How often do you work jumps a week?


----------



## BayBeams

Here is a simple method that both the person I train with (she's been training dogs for a lot longer than I have) and I use:

First teach the dog to "go around" a can, starting close, then progressively further away, having the dog eventually return to you in a front position.

Once the dog has done a zillion around the cans and is reliable, place the can about 8 feet from the end of the broad jump. Direct your dog to go around the can, standing close to the jump initially so the dog can't run around the jump. Eventually phase out the can and the dog will still go out straight over the jump.

Voila! In a few easy steps the dog learns to jump the broad jump with out cutting corners. It works great!


----------



## GoldenSail

Pesky BJ--I have been thinking about it now that this thread has resurfaced. Got a new idea I've been using quite well that could go with any of the training ideas listed. Basically, you put up chicken wire as an extension from the side of the jump and the dog has to jump and go around that. The benefit is that the dog cannot see it is there unlike a cone, and it is a natural correction (most dogs don't like to step on chicken wire).


----------



## Loisiana

I keep meaning to come add this post and keep forgetting to. I wanted to add that when I am first teaching a skill that involves jumping, or if I am working out a problem that has jumping, I will do lots of reps but with low jumps. Once the dog understands the exercise and we are at full height I only do a few jumps a week but I always do them at full height. 
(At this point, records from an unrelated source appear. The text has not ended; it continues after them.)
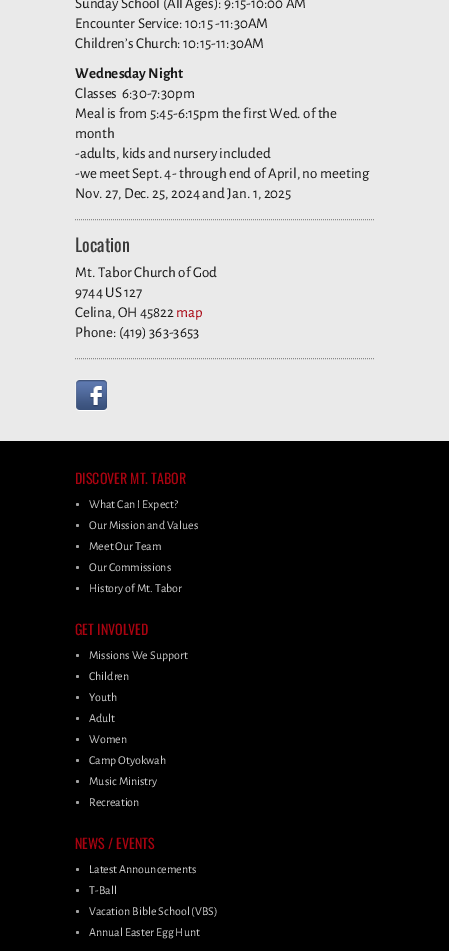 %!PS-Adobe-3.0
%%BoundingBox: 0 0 449 951
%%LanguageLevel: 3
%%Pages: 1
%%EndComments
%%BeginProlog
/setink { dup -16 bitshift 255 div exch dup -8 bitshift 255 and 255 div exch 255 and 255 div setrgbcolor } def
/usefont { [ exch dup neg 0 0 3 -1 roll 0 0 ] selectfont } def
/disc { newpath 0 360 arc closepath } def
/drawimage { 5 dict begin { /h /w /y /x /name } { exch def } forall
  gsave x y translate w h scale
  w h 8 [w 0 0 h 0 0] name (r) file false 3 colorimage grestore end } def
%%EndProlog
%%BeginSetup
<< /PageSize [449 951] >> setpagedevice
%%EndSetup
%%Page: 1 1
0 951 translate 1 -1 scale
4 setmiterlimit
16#EAEAEA setink
0 0 449 951 rectfill
/AlegreyaSans-Regular 15 usefont
16#191919 setink
[
    [(Sunday School \(All Ages\): 9:15-10:00 AM) 75 8]
    [(Encounter Service: 10:15 -11:30AM) 75 28]
    [(Children’s Church: 10:15-11:30AM) 75 48]
] { aload pop moveto show } forall
/AlegreyaSans-Bold 15 usefont
75 78 moveto (Wednesday Night) show
/AlegreyaSans-Regular 15 usefont
[
    [(Classes  6:30-7:30pm) 75 98]
    [(Meal is from 5:45-6:15pm the first Wed. of the) 75 118]
    [(month) 75 138]
    [(-adults, kids and nursery included) 75 158]
    [(-we meet Sept. 4- through end of April, no meeting) 75 178]
    [(Nov. 27, Dec. 25, 2024 and Jan. 1, 2025) 75 198]
] { aload pop moveto show } forall
16#8A8A8A setink
[1 1] 0 setdash
75 219.5 moveto 375 219.5 lineto stroke
/Oswald-Regular 18 usefont
16#3B3B3B setink
75 252 moveto (Location) show
/AlegreyaSans-Regular 15 usefont
16#191919 setink
[
    [(Mt. Tabor Church of God) 75 277]
    [(9744 US 127) 75 297]
    [(Celina, OH 45822) 75 317]
] { aload pop moveto show } forall
16#A90310 setink
176 317 moveto (map) show
16#191919 setink
75 337 moveto (Phone: \(419\) 363-3653) show
16#8A8A8A setink
75 358.5 moveto 375 358.5 lineto stroke
(img1.raw) 75 379 32 32 drawimage
16#000000 setink
0 441 449 510 rectfill
/Oswald-Regular 14 usefont
16#A90310 setink
75 484 moveto (DISCOVER MT. TABOR) show
16#A2A2A2 setink
77.5 504.5 1.5 disc fill
/AlegreyaSans-Regular 12 usefont
16#CCCCCC setink
89 508 moveto (What Can I Expect?) show
16#A2A2A2 setink
77.5 525.5 1.5 disc fill
16#CCCCCC setink
89 529 moveto (Our Mission and Values) show
16#A2A2A2 setink
77.5 546.5 1.5 disc fill
16#CCCCCC setink
89 550 moveto (Meet Our Team) show
16#A2A2A2 setink
77.5 567.5 1.5 disc fill
16#CCCCCC setink
89 571 moveto (Our Commissions) show
16#A2A2A2 setink
77.5 588.5 1.5 disc fill
16#CCCCCC setink
89 592 moveto (History of Mt. Tabor) show
/Oswald-Regular 14 usefont
16#A90310 setink
75 635 moveto (GET INVOLVED) show
16#A2A2A2 setink
77.5 655.5 1.5 disc fill
/AlegreyaSans-Regular 12 usefont
16#CCCCCC setink
89 659 moveto (Missions We Support) show
16#A2A2A2 setink
77.5 676.5 1.5 disc fill
16#CCCCCC setink
89 680 moveto (Children) show
16#A2A2A2 setink
77.5 697.5 1.5 disc fill
16#CCCCCC setink
89 701 moveto (Youth) show
16#A2A2A2 setink
77.5 718.5 1.5 disc fill
16#CCCCCC setink
89 722 moveto (Adult) show
16#A2A2A2 setink
77.5 739.5 1.5 disc fill
16#CCCCCC setink
89 743 moveto (Women) show
16#A2A2A2 setink
77.5 760.5 1.5 disc fill
16#CCCCCC setink
89 764 moveto (Camp Otyokwah) show
16#A2A2A2 setink
77.5 781.5 1.5 disc fill
16#CCCCCC setink
89 785 moveto (Music Ministry) show
16#A2A2A2 setink
77.5 802.5 1.5 disc fill
16#CCCCCC setink
89 806 moveto (Recreation) show
/Oswald-Regular 14 usefont
16#A90310 setink
75 849 moveto (NEWS / EVENTS) show
16#A2A2A2 setink
77.5 869.5 1.5 disc fill
/AlegreyaSans-Regular 12 usefont
16#CCCCCC setink
89 873 moveto (Latest Announcements) show
16#A2A2A2 setink
77.5 890.5 1.5 disc fill
16#CCCCCC setink
89 894 moveto (T-Ball) show
16#A2A2A2 setink
77.5 911.5 1.5 disc fill
16#CCCCCC setink
89 915 moveto (Vacation Bible School \(VBS\)) show
16#A2A2A2 setink
77.5 932.5 1.5 disc fill
16#CCCCCC setink
89 936 moveto (Annual Easter Egg Hunt) show
showpage
%%EOF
I know a lot of people like to practice at a lower height so they can feel comfortable getting more reps in, but I want my dog to _know_ what I am expecting him to jump, not gauge it as he approaches.


----------



## Megora

That makes sense, Jodie<:

Right now we are doing 16" jumps every day. <- I actually measured last week instead of eyeballing. We do like 10 reps per day. The reps seems to work at building his (and my) confidence about the jumps. I'm concerned about building his muscles properly because of his hips. With the high jump he is still clearing it with plenty of air between him and the board, which is good to see.

I think I'll do this for a while and then bump him up to 20" and baby step up that way.


----------